The technique blends two existing cell-handling methods to improve cell survival rates and increase the efficiency of inserting DNA into cells. The new approach is up to 100 times more efficient than current methods at producing human embryonic stem cells with desired genetic alterations.
“The ability to generate large quantities of cells with altered genes opens the door to new research into many devastating disorders,” says Peter Donovan, professor of biological chemistry and developmental and cell biology at UCI, and co-director of the UCI Sue and Bill Gross Stem Cell Research Center. “Not only will it allow us to study diseases more in-depth, it also could be a key step in the successful development of future stem cell therapies.”
This study appears online this week in the journal Stem Cells. Donovan and Leslie Lock, assistant adjunct professor of biological chemistry and developmental and cell biology at UCI, previously identified proteins called growth factors that help keep cells alive. Growth factors are like switches that tell cells how to behave, for example to stay alive, divide or remain a stem cell. Without a signal to stay alive, the cells die. The UCI scientists -— Donovan, Lock and Kristi Hohenstein, a stem cell scientist in Donovan’s lab -— used those growth factors to keep cells alive. Nucleofection, a technique that uses electrical pulses to punch tiny holes in the outer layer of a cell, was used to insert GFP-tagged DNA into the cells. The fluorescent tag allows tracking cell movement once the cells are transplanted into an animal model, making it easier for researchers to identify the cells during safety studies of potential stem cell therapies.
Scientists today primarily use chemicals to get DNA into cells, but that method inadvertently can kill the cells and is inefficient at transferring genetic information. For every one genetically altered cell generated using the chemical method, the new growth factor/nucleofection method produces between 10 and 100 successfully modified cells, UCI scientists estimate.

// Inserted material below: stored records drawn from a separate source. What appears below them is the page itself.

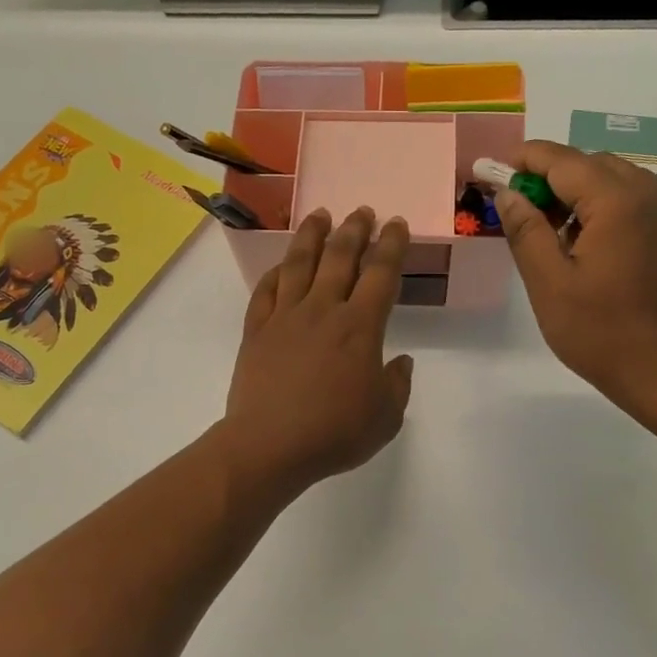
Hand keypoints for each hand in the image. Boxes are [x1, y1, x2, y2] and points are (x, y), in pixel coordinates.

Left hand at [216, 208, 414, 500]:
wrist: (270, 445)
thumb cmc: (334, 433)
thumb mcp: (385, 418)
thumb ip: (397, 385)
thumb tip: (400, 362)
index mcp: (360, 327)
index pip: (380, 274)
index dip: (391, 245)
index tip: (396, 224)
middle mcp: (322, 310)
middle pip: (340, 258)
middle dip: (355, 230)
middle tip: (362, 211)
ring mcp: (285, 317)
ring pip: (299, 264)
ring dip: (312, 236)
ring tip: (321, 215)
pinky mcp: (256, 331)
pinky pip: (265, 291)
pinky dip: (276, 272)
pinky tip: (282, 264)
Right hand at [494, 141, 656, 428]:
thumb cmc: (603, 333)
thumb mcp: (549, 284)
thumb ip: (526, 231)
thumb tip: (508, 193)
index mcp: (618, 200)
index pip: (563, 160)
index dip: (526, 160)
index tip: (496, 171)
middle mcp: (652, 194)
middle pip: (593, 165)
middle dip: (553, 178)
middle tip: (523, 212)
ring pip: (618, 182)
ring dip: (582, 194)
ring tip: (556, 235)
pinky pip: (639, 204)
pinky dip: (608, 210)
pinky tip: (593, 250)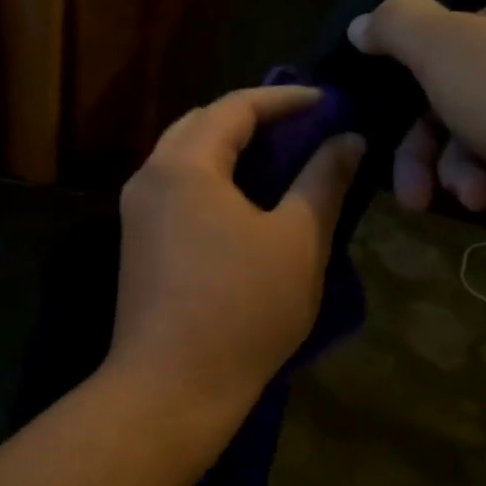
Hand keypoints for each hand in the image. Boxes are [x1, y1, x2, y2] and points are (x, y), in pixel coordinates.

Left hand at [108, 87, 364, 414]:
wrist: (170, 388)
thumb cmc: (241, 309)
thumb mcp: (297, 241)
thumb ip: (323, 180)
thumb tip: (349, 139)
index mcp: (183, 164)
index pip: (235, 107)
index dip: (284, 98)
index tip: (327, 100)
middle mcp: (150, 176)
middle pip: (201, 124)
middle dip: (252, 117)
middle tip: (301, 125)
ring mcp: (137, 211)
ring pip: (185, 156)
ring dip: (229, 148)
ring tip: (279, 158)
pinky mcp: (138, 242)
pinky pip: (177, 188)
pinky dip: (213, 178)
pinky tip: (245, 199)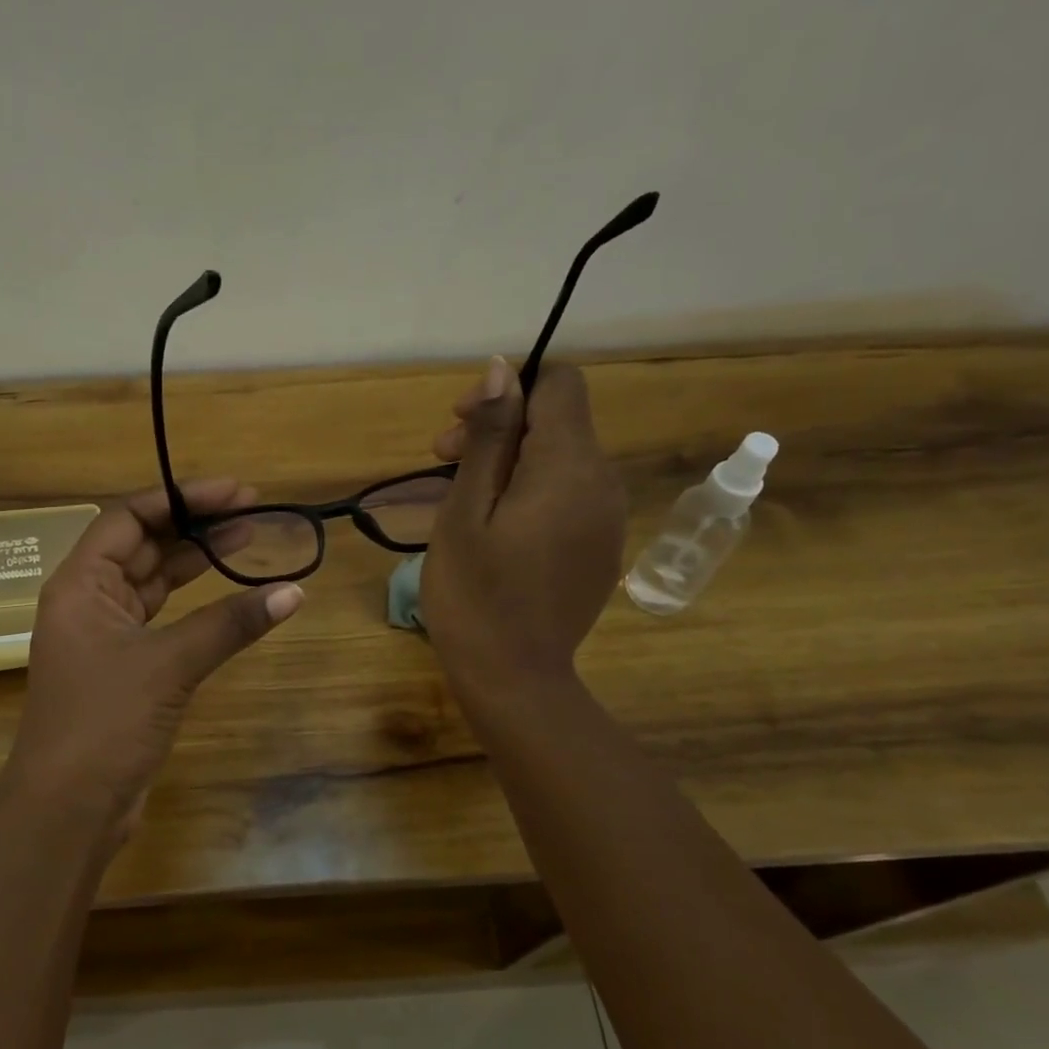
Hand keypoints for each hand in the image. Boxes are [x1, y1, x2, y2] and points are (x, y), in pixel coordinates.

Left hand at [0, 479, 303, 842]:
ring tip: (248, 540)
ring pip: (155, 584)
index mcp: (79, 584)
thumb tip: (293, 592)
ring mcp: (106, 637)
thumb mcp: (169, 664)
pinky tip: (231, 598)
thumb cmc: (104, 722)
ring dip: (197, 562)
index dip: (181, 498)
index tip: (235, 492)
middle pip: (144, 546)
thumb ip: (230, 624)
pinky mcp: (125, 669)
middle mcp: (88, 601)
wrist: (68, 808)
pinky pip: (163, 621)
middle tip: (253, 511)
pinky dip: (196, 607)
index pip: (129, 518)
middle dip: (196, 526)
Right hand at [421, 356, 625, 702]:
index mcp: (569, 467)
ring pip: (562, 458)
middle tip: (440, 459)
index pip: (559, 384)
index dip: (509, 388)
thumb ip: (489, 437)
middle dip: (502, 426)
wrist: (514, 678)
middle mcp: (602, 482)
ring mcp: (608, 518)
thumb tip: (502, 369)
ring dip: (512, 461)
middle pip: (559, 421)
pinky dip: (532, 492)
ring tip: (461, 498)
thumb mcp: (465, 510)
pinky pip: (570, 495)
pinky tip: (495, 529)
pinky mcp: (602, 546)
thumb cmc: (475, 593)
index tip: (460, 424)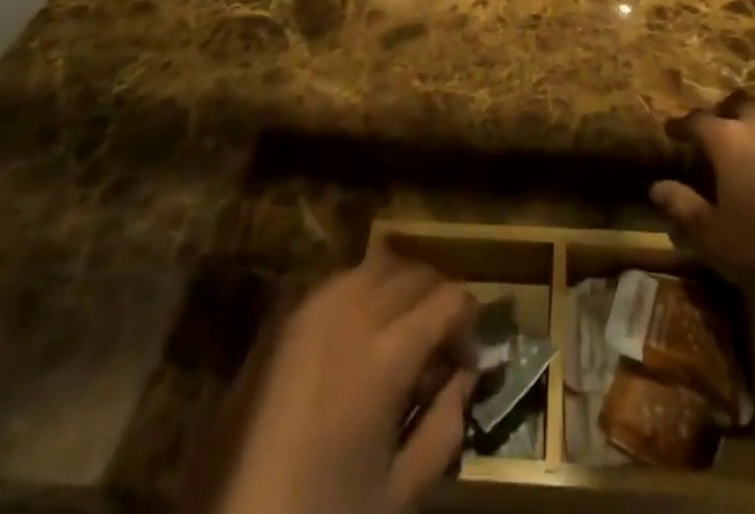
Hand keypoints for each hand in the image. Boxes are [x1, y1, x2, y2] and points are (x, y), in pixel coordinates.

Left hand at [217, 245, 477, 513]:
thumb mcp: (399, 493)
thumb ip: (445, 425)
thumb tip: (467, 374)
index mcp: (386, 355)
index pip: (449, 299)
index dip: (470, 320)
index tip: (470, 354)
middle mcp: (352, 312)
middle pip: (415, 272)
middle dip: (439, 297)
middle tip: (443, 341)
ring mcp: (312, 308)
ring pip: (377, 264)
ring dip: (401, 286)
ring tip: (405, 328)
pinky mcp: (283, 318)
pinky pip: (340, 280)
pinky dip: (364, 290)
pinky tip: (362, 331)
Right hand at [651, 92, 754, 297]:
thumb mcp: (712, 234)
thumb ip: (682, 206)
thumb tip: (656, 186)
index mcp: (728, 140)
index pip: (697, 122)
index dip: (682, 127)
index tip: (672, 132)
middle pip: (738, 111)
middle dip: (726, 120)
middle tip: (718, 138)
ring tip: (753, 153)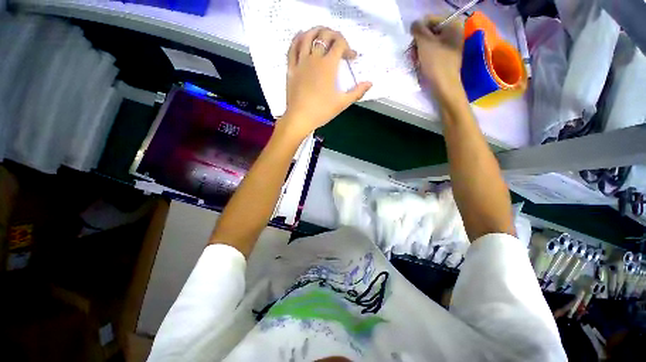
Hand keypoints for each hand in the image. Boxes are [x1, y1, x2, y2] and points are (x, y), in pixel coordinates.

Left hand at [279, 27, 371, 137]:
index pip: (340, 44)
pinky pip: (292, 48)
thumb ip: (357, 92)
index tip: (351, 57)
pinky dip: (298, 38)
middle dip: (335, 35)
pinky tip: (302, 36)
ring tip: (323, 34)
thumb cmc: (322, 111)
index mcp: (328, 66)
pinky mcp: (291, 68)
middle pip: (324, 35)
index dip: (348, 47)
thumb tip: (370, 83)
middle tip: (339, 43)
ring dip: (317, 31)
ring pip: (307, 36)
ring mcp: (301, 62)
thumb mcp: (342, 103)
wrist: (300, 118)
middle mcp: (314, 59)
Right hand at [411, 16, 463, 100]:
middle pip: (429, 32)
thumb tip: (414, 24)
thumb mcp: (424, 42)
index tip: (414, 44)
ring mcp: (451, 46)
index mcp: (453, 24)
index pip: (429, 20)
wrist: (444, 86)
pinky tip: (420, 64)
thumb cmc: (436, 62)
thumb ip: (417, 29)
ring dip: (419, 51)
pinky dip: (425, 57)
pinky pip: (433, 52)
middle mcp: (454, 32)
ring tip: (415, 61)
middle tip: (413, 54)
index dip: (418, 31)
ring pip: (429, 43)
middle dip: (418, 43)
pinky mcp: (447, 57)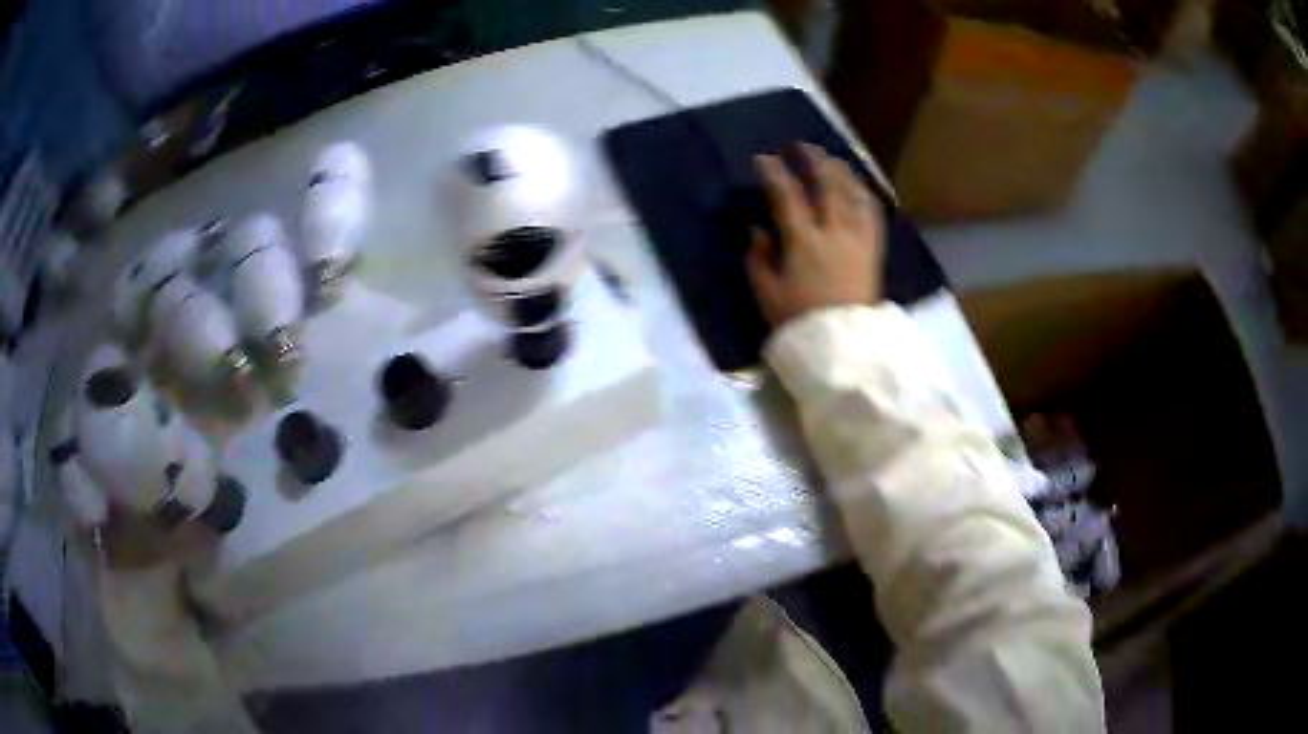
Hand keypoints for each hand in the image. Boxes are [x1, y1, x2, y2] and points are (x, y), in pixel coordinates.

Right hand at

“Before our technique, genetic modification of human embryonic stem cells largely was inefficient,” Hohenstein says. “This is a stepping stone for bigger things to come.”
Scientists can use the technique to develop populations of cells with abnormalities that lead to disease. They can then study those cells to learn more about the disorder and how it is caused. Scientists also possibly could use the technique to correct the disorder in stem cells, then use the healthy cells in a treatment.
The method potentially could help treat monogenic diseases, which result from modifications in a single gene occurring in all cells of the body. Though relatively rare, these diseases affect millions of people worldwide. Scientists currently estimate that more 10,000 human diseases are monogenic, according to the World Health Organization. Examples include Huntington’s disease, sickle cell anemia, cystic fibrosis and hemophilia.
April Pyle of UCLA and Jing Yi Chern of Johns Hopkins University also worked on the genetic modification study, which was funded by the National Institutes of Health.